Go through the material and copy every line in which "that" appears.

● ● ● ●

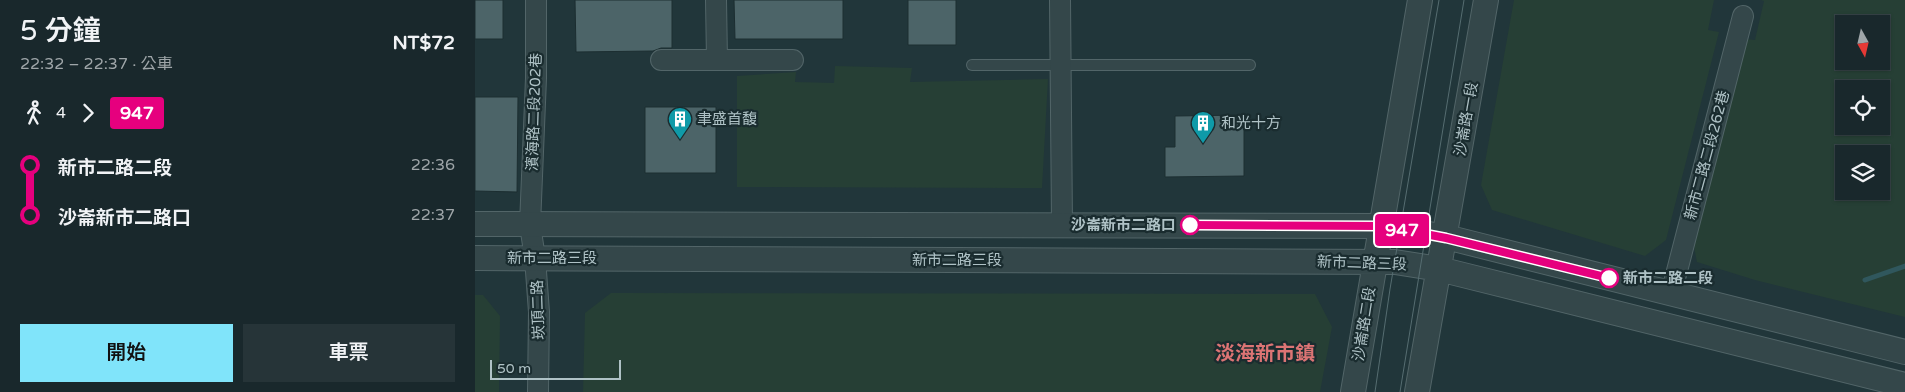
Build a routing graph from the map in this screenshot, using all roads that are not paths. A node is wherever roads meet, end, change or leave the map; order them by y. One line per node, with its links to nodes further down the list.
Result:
1 (536, 0): 15 (street, 濱海路二段202巷)
2 (716, 0): 8 (street)
3 (1060, 0): 12 (street)
4 (1420, 0): 16 (street)
5 (1486, 0): 17 (street, 沙崙路一段)
6 (1743, 16): 22 (street, 新市二路二段262巷)
7 (661, 60): 8 (street)
8 (717, 60): 9 (street)
9 (793, 60)
10 (972, 65): 12 (lane)
11 (1250, 65): 12 (lane)
12 (1060, 66): 14 (street)
13 (475, 224): 15 (street)
14 (1062, 224): 15 (street); 16 (street)
15 (530, 225): 19 (street, 濱海路二段202巷)
16 (1383, 226): 17 (street); 20 (street, 沙崙路二段)
17 (1446, 238): 21 (street); 22 (street)
18 (475, 258): 19 (street, 新市二路三段)
19 (535, 258): 20 (street, 新市二路三段); 25 (street, 崁頂二路)
20 (1373, 262): 21 (street, 新市二路三段); 26 (street, 沙崙路二段)
21 (1439, 270): 24 (street); 27 (street)
22 (1671, 294): 23 (street)
23 (1905, 352)
24 (1905, 385)
25 (538, 392)
26 (1353, 392)
27 (1417, 392)

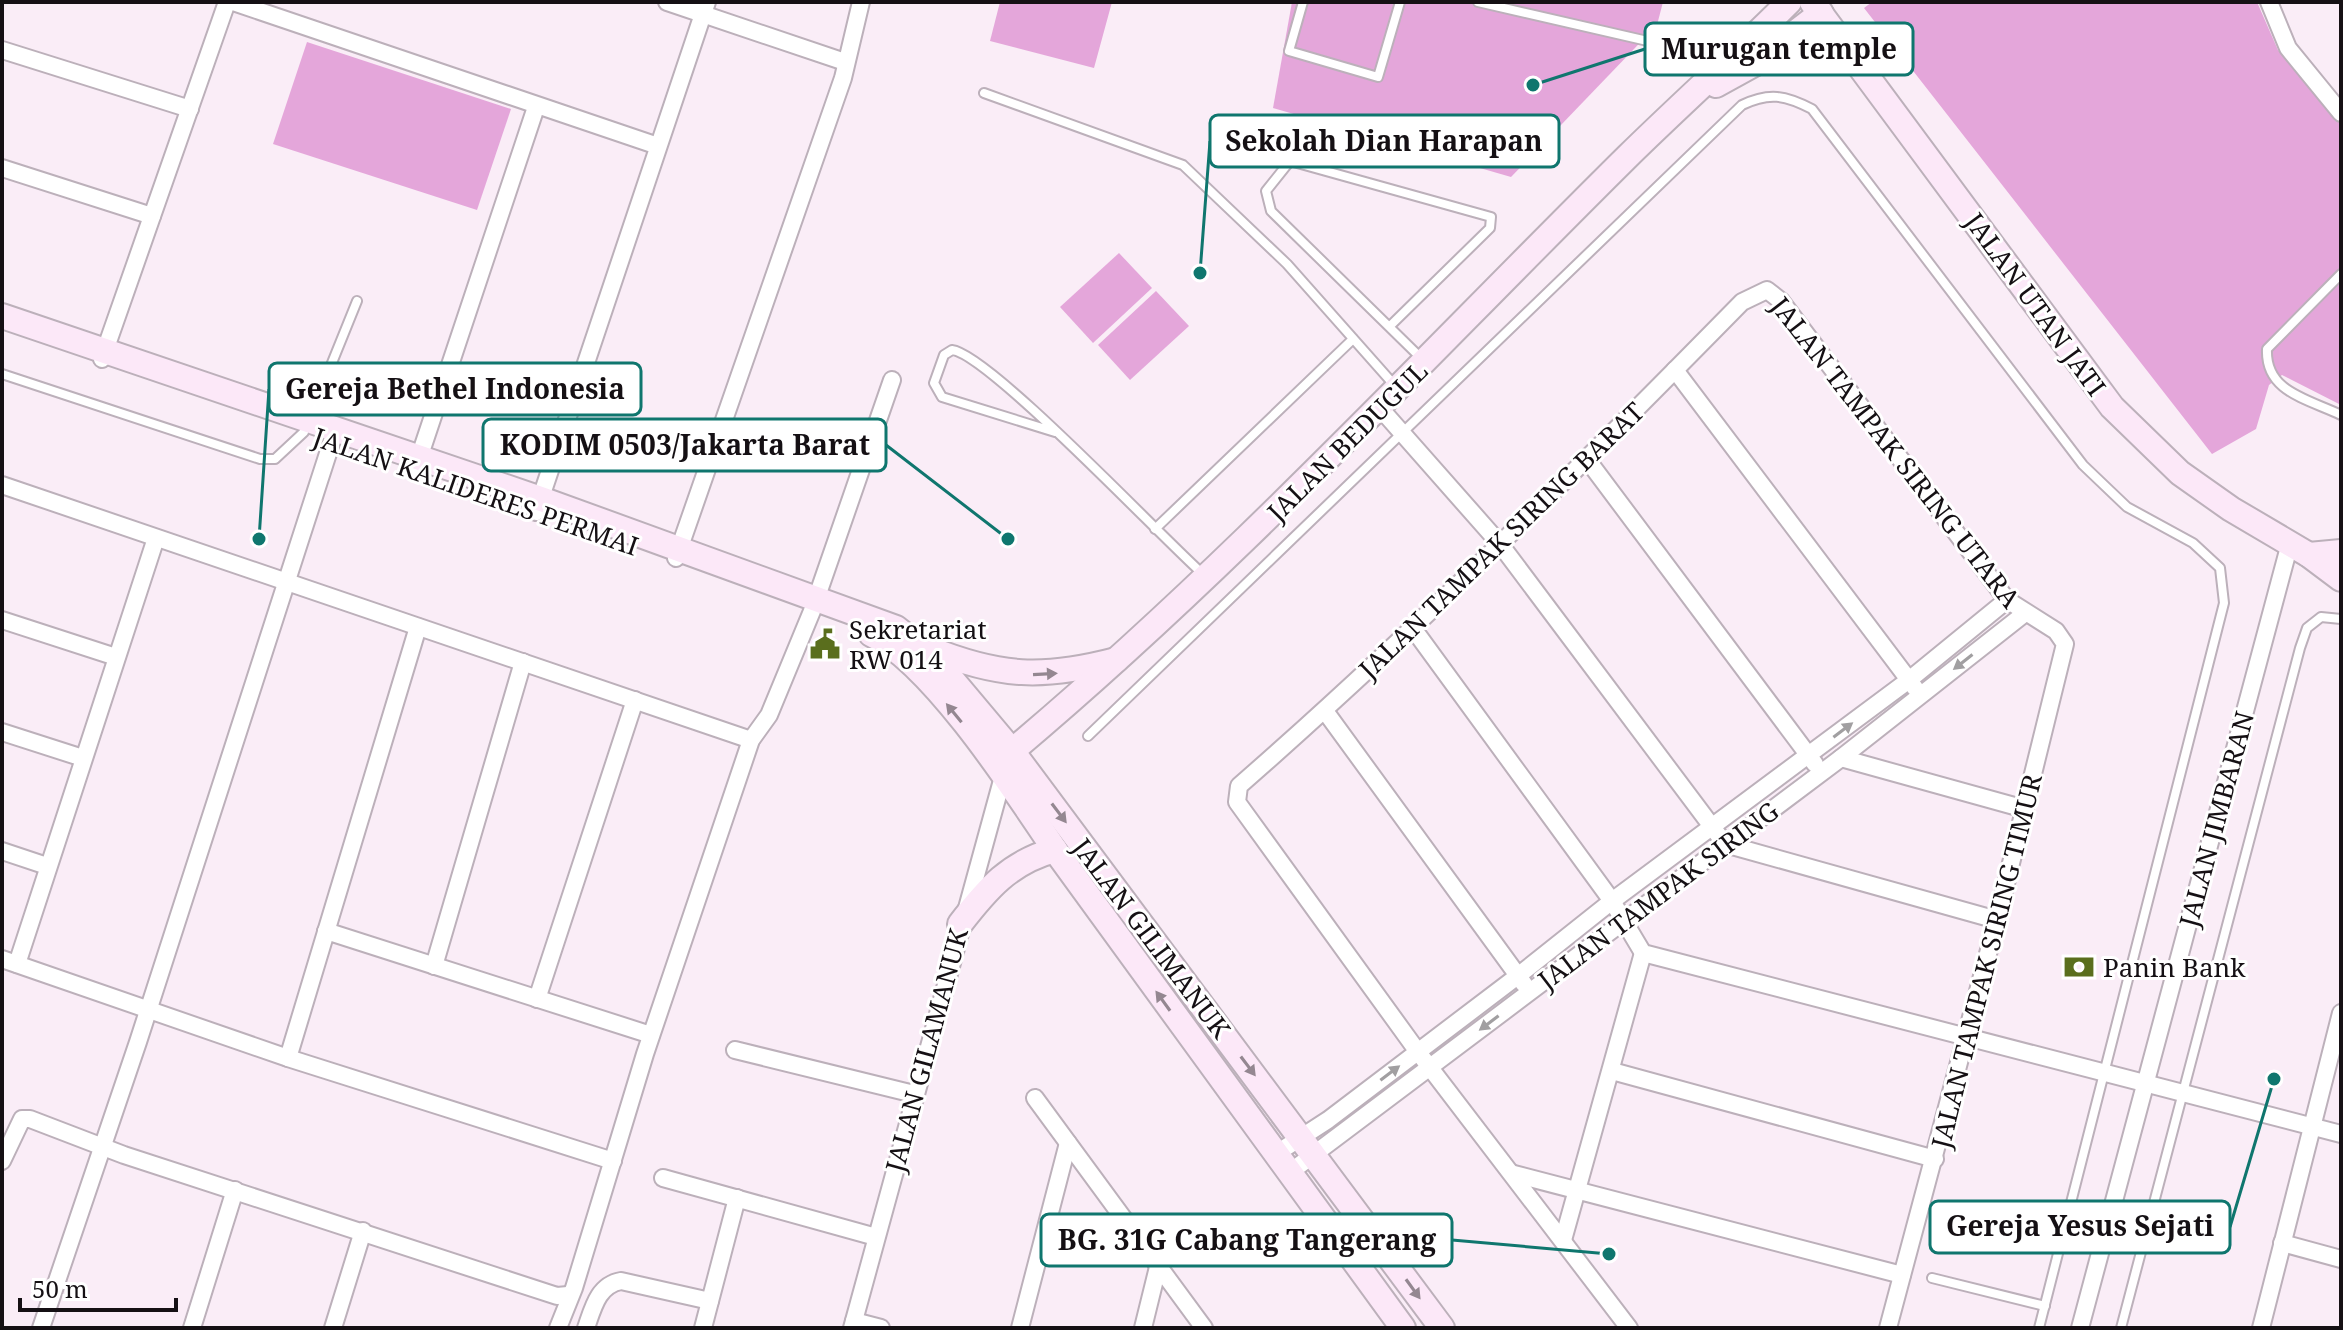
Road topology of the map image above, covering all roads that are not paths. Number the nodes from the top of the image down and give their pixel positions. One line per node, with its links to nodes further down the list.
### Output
1 (230, 2): 16 (street); 17 (street)
2 (667, 2): 10 (street)
3 (861, 2): 12 (street)
4 (1303, 2): 5 (lane)
5 (1400, 2)
6 (1478, 2): 13 (lane)
7 (1789, 2): 13 (street, JALAN BEDUGUL)
8 (2269, 2): 18 (street)
9 (1823, 6): 15 (street, JALAN BEDUGUL); 48 (street, JALAN UTAN JATI)
10 (705, 9): 12 (street); 19 (street)
11 (2, 50): 17 (street)
12 (845, 62): 50 (street)
13 (1728, 64): 15 (street, JALAN BEDUGUL)
14 (984, 93): 28 (lane)
15 (1686, 101): 30 (street, JALAN BEDUGUL)
16 (536, 107): 19 (street); 42 (street)
17 (190, 109): 21 (street)
18 (2341, 113)
19 (658, 146): 44 (street)
20 (2, 168): 21 (street)
21 (152, 216): 29 (street)
22 (2341, 274): 36 (lane)
23 (1767, 290): 31 (street, JALAN TAMPAK SIRING BARAT); 54 (street, JALAN TAMPAK SIRING UTARA)
24 (357, 301): 37 (lane)
25 (2, 316): 29 (street, JALAN KALIDERES PERMAI)
26 (1390, 326): 26 (lane); 30 (lane)
27 (2, 327): 29 (street, JALAN KALIDERES PERMAI)
28 (1353, 339): 34 (lane); 45 (lane)
29 (102, 356): 37 (street, JALAN KALIDERES PERMAI)
30 (1426, 362): 34 (street, JALAN BEDUGUL)
31 (1675, 370): 41 (street, JALAN TAMPAK SIRING BARAT); 66 (street)
32 (2, 374): 37 (lane)
33 (892, 380): 55 (street)
34 (1399, 389): 35 (street, JALAN BEDUGUL)
35 (1380, 408): 39 (street); 51 (street, JALAN BEDUGUL)
36 (2341, 415)
37 (307, 425): 40 (street, JALAN KALIDERES PERMAI); 42 (street, JALAN KALIDERES PERMAI)
38 (1055, 432): 38 (lane); 45 (lane)
39 (1402, 434): 47 (street); 71 (lane); 104 (lane)
40 (332, 441): 42 (street, JALAN KALIDERES PERMAI); 53 (street)
41 (1586, 458): 47 (street, JALAN TAMPAK SIRING BARAT); 73 (street)
42 (417, 463): 44 (street, JALAN KALIDERES PERMAI)
43 (2, 485): 46 (street)
44 (539, 505): 50 (street, JALAN KALIDERES PERMAI)
45 (1155, 529): 51 (lane)
46 (156, 538): 53 (street); 63 (street)
47 (1500, 544): 61 (street, JALAN TAMPAK SIRING BARAT); 79 (street)
48 (2300, 549): 49 (street); 52 (street, JALAN UTAN JATI); 105 (street, JALAN JIMBARAN)
49 (2341, 552)
50 (678, 554): 55 (street, JALAN KALIDERES PERMAI)
51 (1208, 578): 64 (street, JALAN BEDUGUL)
52 (2341, 579)
53 (286, 582): 60 (street); 95 (street)
54 (2007, 600): 56 (street, JALAN TAMPAK SIRING UTARA); 66 (street, JALAN TAMPAK SIRING)
55 (815, 605): 59 (street, JALAN GILIMANUK); 72 (street)
56 (2024, 614): 67 (street, JALAN TAMPAK SIRING, one-way to 67); 78 (street, JALAN TAMPAK SIRING TIMUR)
57 (2341, 619): 106 (lane)
58 (2, 620): 63 (street)
59 (872, 626): 62 (street, JALAN GILIMANUK); 76 (street, JALAN GILIMANUK, one-way to 59)
60 (418, 627): 65 (street); 88 (street)
61 (1412, 627): 69 (street, JALAN TAMPAK SIRING BARAT); 84 (street)
62 (916, 644): 64 (street, one-way to 64); 76 (street, JALAN GILIMANUK)
63 (116, 657): 74 (street)
64 (1122, 658): 76 (street, JALAN BEDUGUL)
65 (523, 662): 68 (street); 91 (street)
66 (1909, 680): 67 (street); 73 (street, JALAN TAMPAK SIRING, one-way to 66)
67 (1921, 695): 75 (street, JALAN TAMPAK SIRING)
68 (635, 700): 72 (street); 94 (street)
69 (1325, 711): 92 (street); 100 (street, JALAN TAMPAK SIRING BARAT)
70 (2, 732): 74 (street)
71 (1088, 736)
72 (751, 740): 97 (street)
73 (1808, 756): 77 (street); 79 (street, JALAN TAMPAK SIRING)
74 (83, 758): 83 (street)
75 (1841, 758): 77 (street, JALAN TAMPAK SIRING); 78 (street)
76 (1008, 762): 81 (street, JALAN GILIMANUK); 87 (street, JALAN GILAMANUK); 113 (street, JALAN GILIMANUK, one-way to 113)
77 (1822, 772): 80 (street, JALAN TAMPAK SIRING)
78 (2025, 809): 85 (street, JALAN TAMPAK SIRING TIMUR)
79 (1714, 827): 80 (street); 84 (street, JALAN TAMPAK SIRING)
80 (1725, 844): 85 (street); 86 (street, JALAN TAMPAK SIRING)
81 (1055, 850): 87 (street); 117 (street, JALAN GILIMANUK, one-way to 81)
82 (2, 851): 83 (street)
83 (47, 866): 90 (street)
84 (1612, 901): 86 (street); 92 (street, JALAN TAMPAK SIRING)
85 (1997, 920): 98 (street, JALAN TAMPAK SIRING TIMUR)
86 (1624, 922): 89 (street); 93 (street, JALAN TAMPAK SIRING)
87 (960, 924): 107 (street, JALAN GILAMANUK)
88 (326, 931): 91 (street); 101 (street)
89 (1643, 953): 98 (street); 103 (street)
90 (10, 961): 95 (street)
91 (434, 966): 94 (street)
92 (1519, 975): 93 (street); 100 (street, JALAN TAMPAK SIRING)
93 (1529, 993): 102 (street, JALAN TAMPAK SIRING, one-way to 102)
94 (537, 999): 97 (street)
95 (147, 1010): 101 (street); 112 (street)
96 (2341, 1013): 109 (street)
97 (651, 1035): 116 (street)
98 (1967, 1035): 104 (street); 114 (street, JALAN TAMPAK SIRING TIMUR)
99 (735, 1050): 107 (street)
100 (1418, 1052): 102 (street); 113 (street, JALAN TAMPAK SIRING, one-way to 100)
101 (288, 1058): 116 (street)
102 (1430, 1068): 113 (street, JALAN TAMPAK SIRING); 118 (street)
103 (1612, 1071): 114 (street); 121 (street)
104 (2106, 1073): 105 (street); 133 (lane)
105 (2147, 1084): 106 (street); 150 (street, JALAN JIMBARAN)
106 (2183, 1093): 109 (street); 151 (lane)
107 (914, 1094): 124 (street, JALAN GILAMANUK)
108 (1035, 1098): 111 (street)
109 (2312, 1126): 110 (street); 126 (street)
110 (2341, 1134)
111 (1068, 1143): 128 (street); 142 (street)
112 (102, 1146): 115 (street); 120 (street); 135 (street)
113 (1307, 1146): 117 (street, JALAN TAMPAK SIRING); 117 (street, JALAN TAMPAK SIRING); 146 (street, JALAN GILIMANUK, one-way to 146)
114 (1935, 1159): 129 (street, JALAN TAMPAK SIRING TIMUR)
115 (2, 1161)
116 (613, 1161): 131 (street)
117 (1282, 1164): 145 (street, JALAN GILIMANUK)
118 (1514, 1174): 121 (street); 125 (street)
119 (663, 1178): 122 (street)
120 (235, 1190): 123 (street); 136 (street)
121 (1577, 1190): 125 (street); 129 (street)
122 (737, 1198): 124 (street); 132 (street)
123 (363, 1231): 131 (street); 137 (street)
124 (876, 1237): 134 (street, JALAN GILAMANUK)
125 (1563, 1240): 147 (street)
126 (2282, 1243): 127 (street); 152 (street)
127 (2341, 1259)
128 (1159, 1263): 143 (street); 144 (street)
129 (1902, 1275): 148 (street, JALAN TAMPAK SIRING TIMUR)
130 (1932, 1278): 133 (lane)
131 (568, 1295): 138 (street)
132 (710, 1301): 139 (street); 140 (street)
133 (2045, 1306): 149 (lane)
134 (853, 1324): 141 (street)
135 (41, 1328)
136 (192, 1328)
137 (333, 1328)
138 (558, 1328)
139 (586, 1328)
140 (703, 1328)
141 (881, 1328)
142 (1020, 1328)
143 (1143, 1328)
144 (1204, 1328)
145 (1403, 1328)
146 (1442, 1328)
147 (1629, 1328)
148 (1888, 1328)
149 (2039, 1328)
150 (2080, 1328)
151 (2121, 1328)
152 (2261, 1328)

● ● ● ●

Problem solution
Build a routing graph from the map in this screenshot, using all roads that are not paths. A node is wherever roads meet, end, change or leave the map; order them by y. One line per node, with its links to nodes further down the list.
Road topology of the map image above, covering all roads that are not paths. Number the nodes from the top of the image down and give their pixel positions. One line per node, with its links to nodes further down the list.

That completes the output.